Ultrastructural PfCCp1 localization associates with the parasite membrane in the parasitophorous vacuole. Immunoelectron microscopic examination using anti-PfCCp1 primary antibody and either immunogold (A, enlarged in C) or alkaline phosphatase (B, enlarged in D) secondary labeling localize expression to the parasitophorous vacuole of mature gametocytes as well as in the gametocyte cytoplasm and attached to the outside of erythrocyte membranes. (E) No labeling was found in asexual parasites and erythrocytes (here shown for alkaline phosphatase labeling). Bars, 1 μm.

Figure 6.

PfCCps are present within mature gametocytes and localize extracellularly after gametogenesis, but expression ceases after fertilization. (A) PfCCp protein labeling in mature gametocytes is associated with the parasite surface, whereas (B) PfCCp protein is released during the emergence of gametes from within erythrocytes. (C) PfCCp expression markedly decreases in emerged gametes and protein instead localizes extracellularly (red Alexa Fluor 594), adhering to complexes of emerged macrogametes and adhering microgametes (green Alexa Fluor 488; detected with rabbit α-tubulin II antiserum). (D) Zygotes or unfertilized macrogametes detected with rabbit Pfs25 antiserum (red Alexa Fluor 594) exhibited a low remaining expression for PfCCps (green Alexa Fluor 488) 20 h after gamete emergence in vitro. Bloodmeal preparations isolated from mosquito midguts 24 h after feeding on gametocyte cultures revealed neither PfCCp expression (green Alexa Fluor 488) in (E) retort stages nor in (F) ookinetes (red Alexa Fluor 594, detected with Pfs25 antiserum), whereas gamete complexes in the bloodmeal preparations still showed associated PfCCp labeling. Labeling shown is for PfCCp1. Similar results were obtained for PfCCp2 and PfCCp3 (not depicted). Bars, 2 μm (A and B) and 10 μm (C–F).

Figure 7.

Schematic of the PfCCp2 locus, the disruption plasmid construct pPfCCp2-KO (using the pDT-Tg23 vector), and the organization of the PfCCp2 locus after integration by homologous recombination.

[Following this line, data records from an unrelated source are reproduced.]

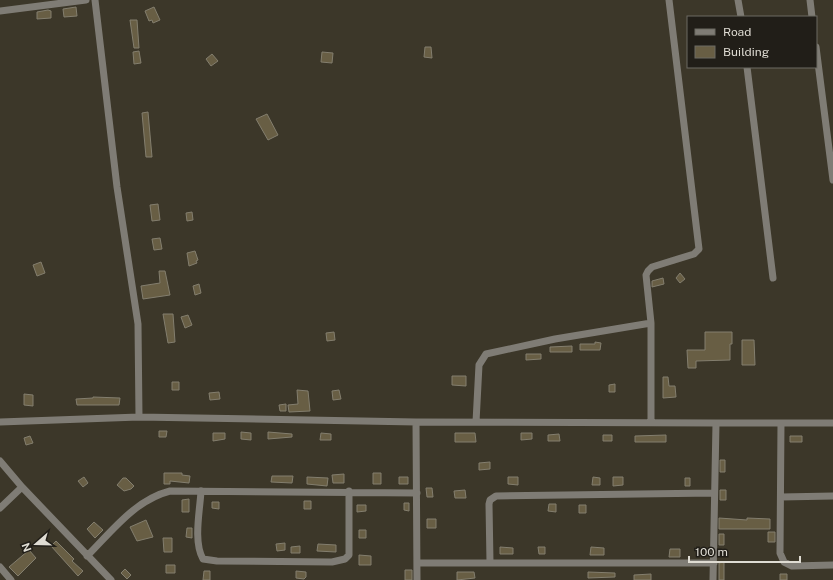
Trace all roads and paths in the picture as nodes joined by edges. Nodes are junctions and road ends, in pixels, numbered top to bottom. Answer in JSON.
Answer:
{"nodes":[{"id":1,"x":86,"y":0,"type":"edge"},
{"id":2,"x":95,"y":0,"type":"edge"},
{"id":3,"x":669,"y":0,"type":"edge"},
{"id":4,"x":738,"y":0,"type":"edge"},
{"id":5,"x":810,"y":0,"type":"edge"},
{"id":6,"x":0,"y":11,"type":"edge"},
{"id":7,"x":740,"y":16,"type":"edge"},
{"id":8,"x":812,"y":16,"type":"edge"},
{"id":9,"x":817,"y":55,"type":"edge"},
{"id":10,"x":747,"y":68,"type":"edge"},
{"id":11,"x":833,"y":180,"type":"edge"},
{"id":12,"x":773,"y":278,"type":"dead end"},
{"id":13,"x":651,"y":323,"type":"junction"},
{"id":14,"x":139,"y":417,"type":"junction"},
{"id":15,"x":0,"y":422,"type":"edge"},
{"id":16,"x":416,"y":422,"type":"junction"},
{"id":17,"x":476,"y":422,"type":"junction"},
{"id":18,"x":651,"y":423,"type":"junction"},
{"id":19,"x":716,"y":423,"type":"junction"},
{"id":20,"x":781,"y":423,"type":"junction"},
{"id":21,"x":833,"y":423,"type":"edge"},
{"id":22,"x":0,"y":461,"type":"edge"},
{"id":23,"x":22,"y":487,"type":"junction"},
{"id":24,"x":201,"y":491,"type":"junction"},
{"id":25,"x":348,"y":491,"type":"junction"},
{"id":26,"x":418,"y":493,"type":"junction"},
{"id":27,"x":714,"y":493,"type":"junction"},
{"id":28,"x":833,"y":496,"type":"edge"},
{"id":29,"x":781,"y":497,"type":"junction"},
{"id":30,"x":0,"y":508,"type":"edge"},
{"id":31,"x":87,"y":556,"type":"junction"},
{"id":32,"x":490,"y":562,"type":"junction"},
{"id":33,"x":417,"y":563,"type":"junction"},
{"id":34,"x":714,"y":563,"type":"junction"},
{"id":35,"x":833,"y":566,"type":"edge"},
{"id":36,"x":0,"y":567,"type":"edge"},
{"id":37,"x":11,"y":580,"type":"edge"},
{"id":38,"x":111,"y":580,"type":"edge"},
{"id":39,"x":417,"y":580,"type":"edge"},
{"id":40,"x":713,"y":580,"type":"edge"}],
"edges":[{"from":1,"to":6,"type":"street"},
{"from":2,"to":14,"type":"street"},
{"from":3,"to":13,"type":"street"},
{"from":4,"to":7,"type":"street"},
{"from":5,"to":8,"type":"street"},
{"from":9,"to":11,"type":"street"},
{"from":10,"to":12,"type":"street"},
{"from":13,"to":17,"type":"street"},
{"from":13,"to":18,"type":"street"},
{"from":14,"to":15,"type":"street"},
{"from":14,"to":16,"type":"street"},
{"from":16,"to":17,"type":"street"},
{"from":16,"to":26,"type":"street"},
{"from":17,"to":18,"type":"street"},
{"from":18,"to":19,"type":"street"},
{"from":19,"to":20,"type":"street"},
{"from":19,"to":27,"type":"street"},
{"from":20,"to":21,"type":"street"},
{"from":20,"to":29,"type":"street"},
{"from":22,"to":23,"type":"street"},
{"from":23,"to":30,"type":"street"},
{"from":23,"to":31,"type":"street"},
{"from":24,"to":25,"type":"street"},
{"from":24,"to":25,"type":"street"},
{"from":24,"to":31,"type":"street"},
{"from":25,"to":26,"type":"street"},
{"from":26,"to":33,"type":"street"},
{"from":27,"to":32,"type":"street"},
{"from":27,"to":34,"type":"street"},
{"from":28,"to":29,"type":"street"},
{"from":29,"to":35,"type":"street"},
{"from":31,"to":38,"type":"street"},
{"from":32,"to":33,"type":"street"},
{"from":32,"to":34,"type":"street"},
{"from":33,"to":39,"type":"street"},
{"from":34,"to":40,"type":"street"},
{"from":36,"to":37,"type":"street"}]}
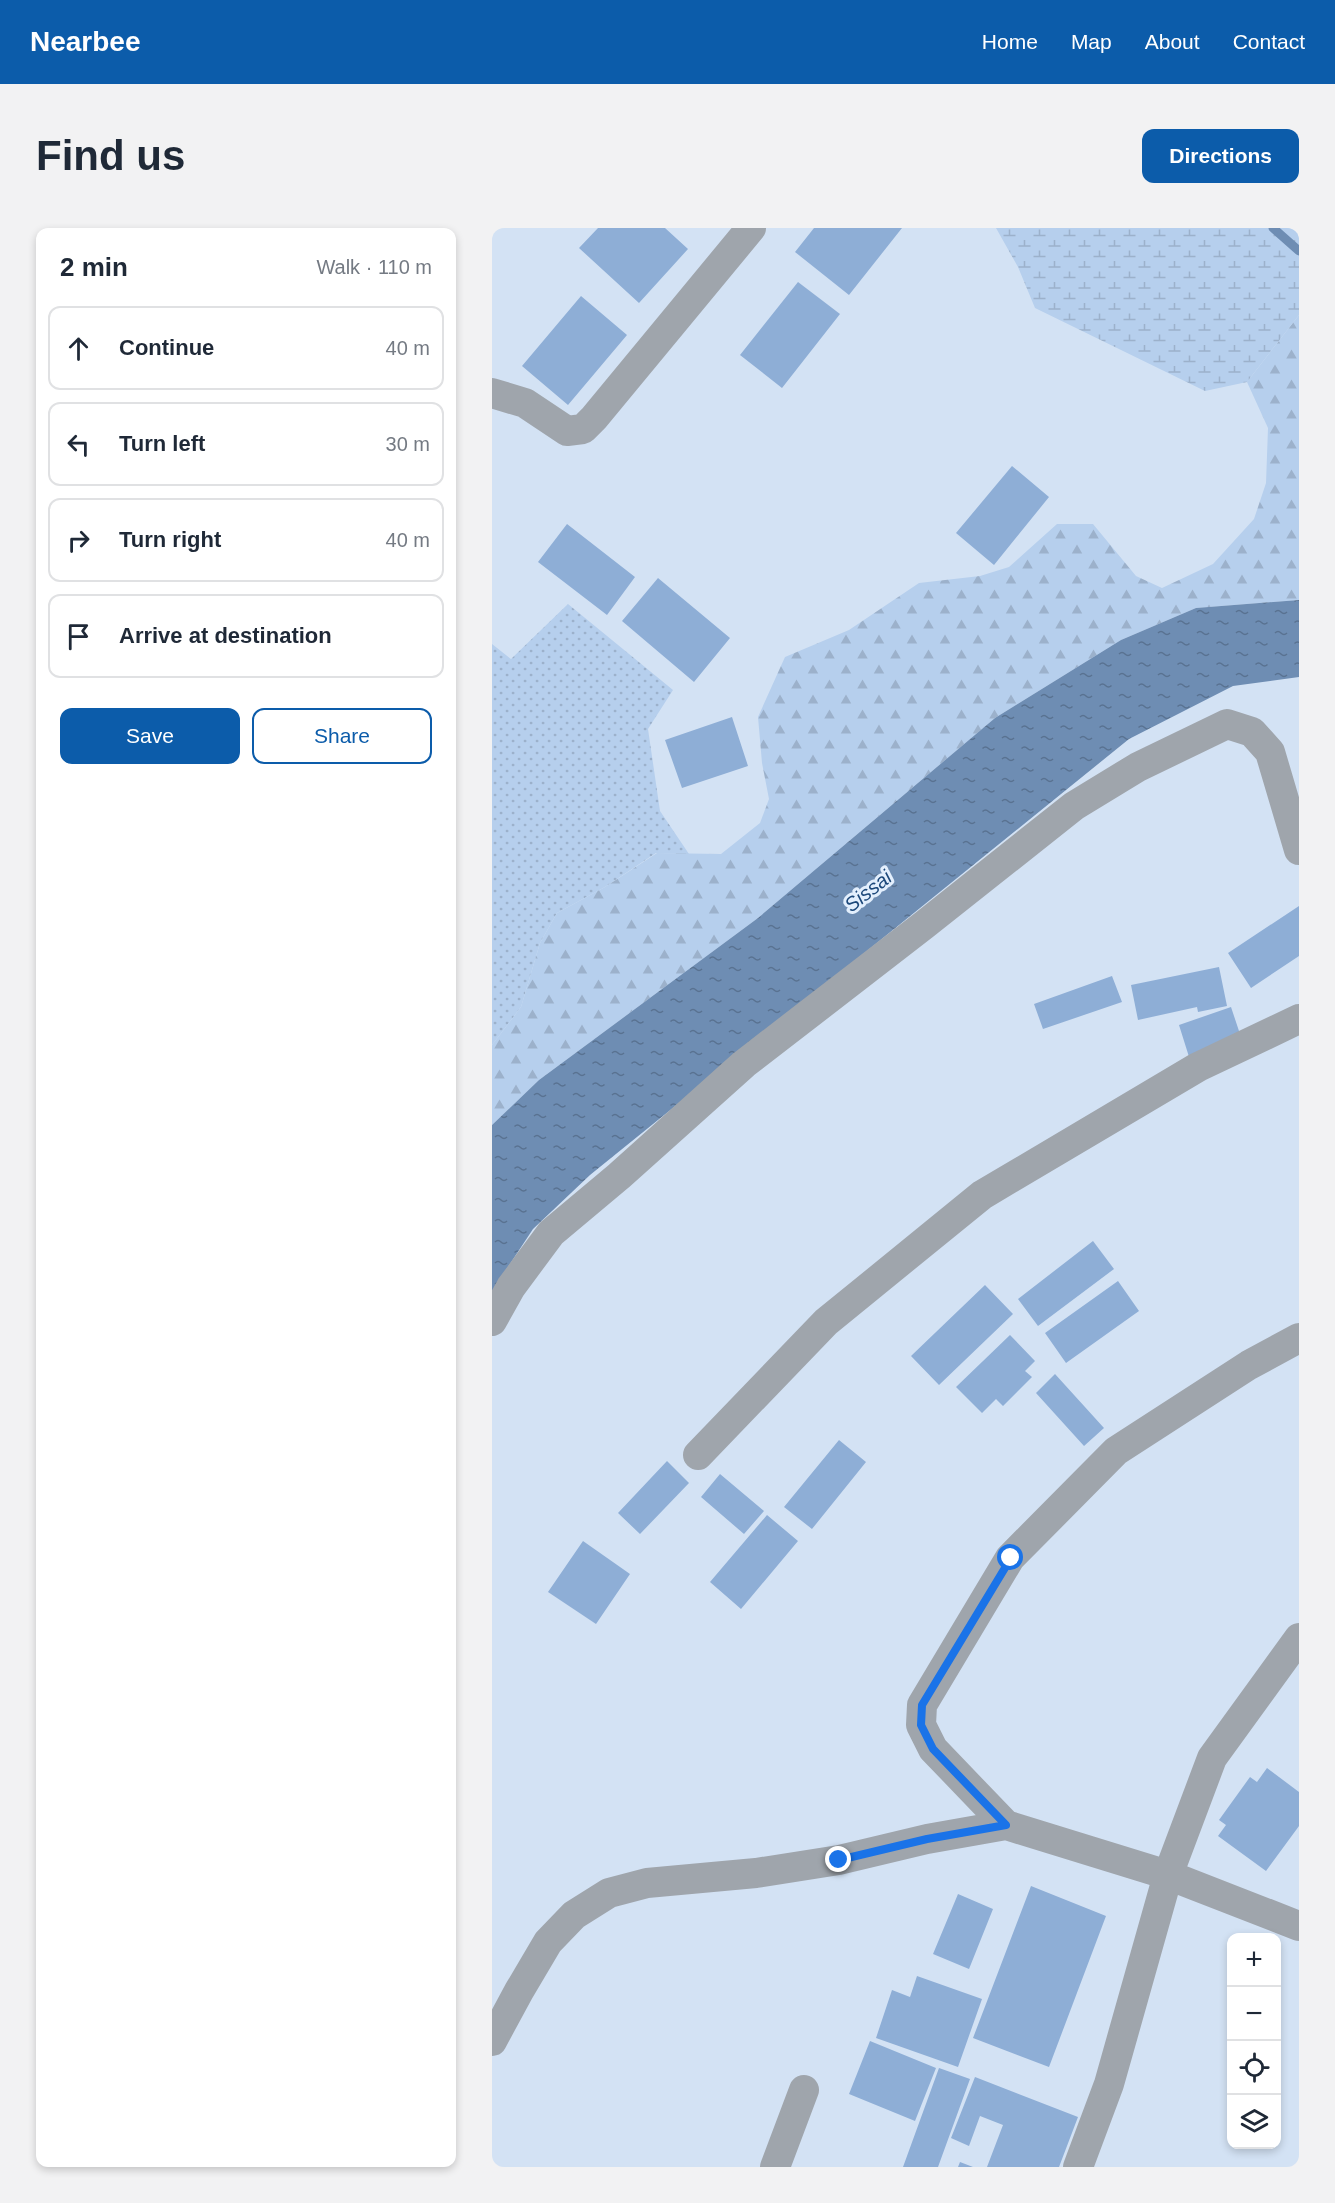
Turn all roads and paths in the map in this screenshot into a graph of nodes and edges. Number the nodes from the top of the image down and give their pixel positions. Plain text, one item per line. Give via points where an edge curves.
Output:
1 (751, 228) edge
2 (492, 393) edge
3 (1299, 850) edge
4 (1299, 1019) edge
5 (492, 1321) edge
6 (1299, 1338) edge
7 (698, 1455) dead end
8 (1299, 1638) edge
9 (1006, 1825) junction
10 (1168, 1875) junction
11 (1299, 1926) edge
12 (492, 2041) edge
13 (804, 2090) dead end
14 (775, 2167) edge
15 (1078, 2167) edge

1 - 2 street via 583,429 567,431 525,403
3 - 5 street via 1270,752 1252,732 1227,724 1138,767 1074,806 744,1064 551,1233 511,1287
4 - 7 street via 1198,1067 982,1195 826,1322
6 - 9 street via 1249,1365 1116,1451 1011,1558 999,1577 922,1705 921,1725 933,1749
8 - 10 street via 1212,1758
9 - 10 street
9 - 12 street via 839,1860 648,1883 609,1893 574,1915 548,1942
10 - 11 street
10 - 15 street via 1108,2084
13 - 14 street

The coding region of PfCCp2 (gray) is split into a region representing the portion homologous to the disruption plasmid (dark gray). The T. gondii DHFR gene and regulatory cassette are represented by a white box. Approximate location of restriction enzyme sites (B, BclI; Bg, BglII; S, SpeI; X, XbaI) and sizes of restriction digest fragments are indicated below the WT and disrupted PfCCp2 loci (refer to Southern blot analysis shown in Fig. S2). Amplification of a PCR product using the primers P1 and P2 was diagnostic of homologous integration. The PfCCp3 gene locus was similarly disrupted.

Figure 8.

Development of midgut oocysts and sporozoites after mosquito membrane feeding with gene-disrupted parasites. Ultrastructural examinations 12 d after feeding show oocysts in mosquito midguts after feeding PfCCp2-KO clone D-11H (A) and PfCCp3-KO clone I-9C (B) cultures. Mature oocysts exhibit fully developed sporozoites for PfCCp2-KO (C) and PfCCp3-KO (D). Bars, 1 μm.